Main d'œuvre mal connue

Pour Ralph Lugon, «il faut être réaliste: en tant qu’activité économique, le tourisme a de toute manière un impact négatif.» Etre un touriste durable, c’est donc chercher à comprendre et limiter son empreinte écologique, «mais auss à respecter l’économie locale», pointe le professeur, qui rappelle que le tourisme suisse «vit beaucoup d’employés venus de l’étranger: une force de travail précaire, sur qui très peu d’études existent, mais souvent mal logée et peu connue.» Comment faire pour ne pas encourager les inégalités? Dans la jungle des labels, difficile de s’y retrouver. «Compte tenu de la nature extrêmement diversifiée des prestations touristiques, un label ‹général› pour le tourisme durable ne pourrait avoir qu’une valeur d’orientation pour la clientèle, mais pas de certification, celle-ci étant placée sous la responsabilité d’associations faîtières ou d’organismes spécifiques selon les activités concernées», explique Véronique Kanell chez Suisse Tourisme. Goût mieux ou La Fourchette verte émergent pour l’alimentation, Green living, Sustainable hostels et Ibexfairstay sont fréquemment cités, pour les hébergements. Mais tous les acteurs durables ne les sollicitent pas systématiquement. Pourquoi? «Il n’est pas porteur pour eux. Ainsi, à Nax, le Maya boutique-hôtel construit en paille, qui offre des séjours de bien-être et écologiques, s’est fait connaître par le crowd-funding. Ces entreprises spécialisées s’en sortent seules pour leur promotion... et finalement entraînent avec elles toute une région», remarque Ralph Lugon. 

Glissement vert

Les experts du secteur insistent sur les modes de transport doux, le pays comptant un réseau inédit, par sa densité, de mobilité douce en Europe. A noter que le Grand tour suisse en voiture (1600 kilomètres) est entièrement couvert de bornes de recharge électriques. Agrotourisme (voir page suivante) et consommation locale constituent un autre axe fort. La durabilité? «Utiliser autant que possible les transports publics, profiter des produits régionaux, se comporter de manière écologique, par exemple éviter le gaspillage d’eau et d’énergie», résume Barbara Gisi. Ensuite, à chacun de placer le curseur où il le peut, et où il le veut.

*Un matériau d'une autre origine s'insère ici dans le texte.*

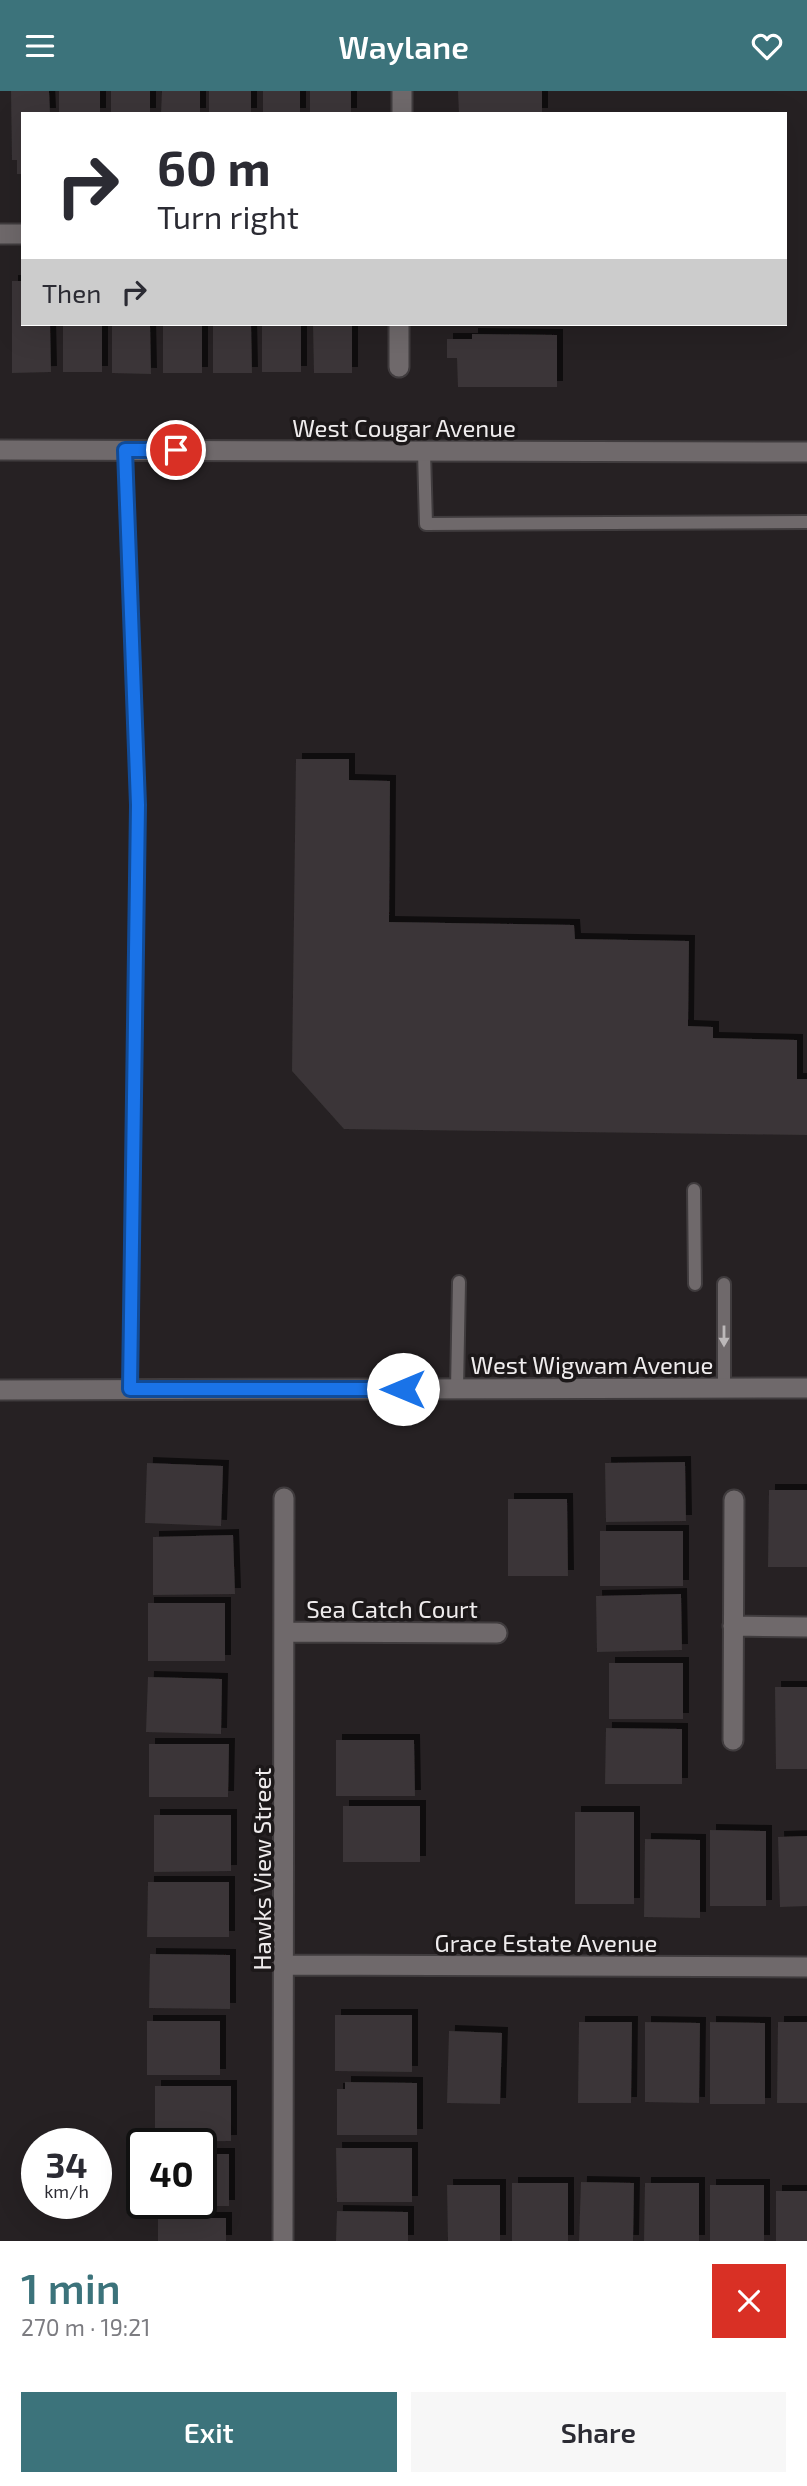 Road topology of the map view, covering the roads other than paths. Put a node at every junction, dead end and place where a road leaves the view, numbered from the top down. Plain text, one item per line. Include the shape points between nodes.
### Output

En tant qu’activité économique, le tourisme a de toute manière un impact négatif.

«Je travaille à l’Observatoire valaisan du tourisme, les tendances qu’on observe en Suisse, c’est qu’après une période d’angoisse, les gens ont en-vie de se poser deux semaines, de passer des vacances dans la nature, de retrouver leurs racines. On voit les réservations reprendre. Certains choisiront de petits chalets rustiques, d’autres des demeures de grand luxe très restaurées avec un spa! Les deux sont en tout cas des objets très recherchés», note Ralph Lugon. En parallèle, l’industrie, durement touchée par la pandémie, poursuit, elle, son «glissement vert». «On peut déjà observer qu’à la suite de la crise, les crédits évoqués ou les fonds de soutien accordés sont liés à des conditions durables», souligne Barbara Gisi. Ce qui était un concept marketing se transforme peu à peu en un nouveau standard. 

Repères 

Le tourisme durable «tient pleinement compte de ses impacts économiques, sociaux et environnementaux actuels et futurs, en répondant aux besoins des visiteurs, des professionnels, de l’environnement et des communautés d’accueil». Source: Organisation mondiale du tourisme (OMT).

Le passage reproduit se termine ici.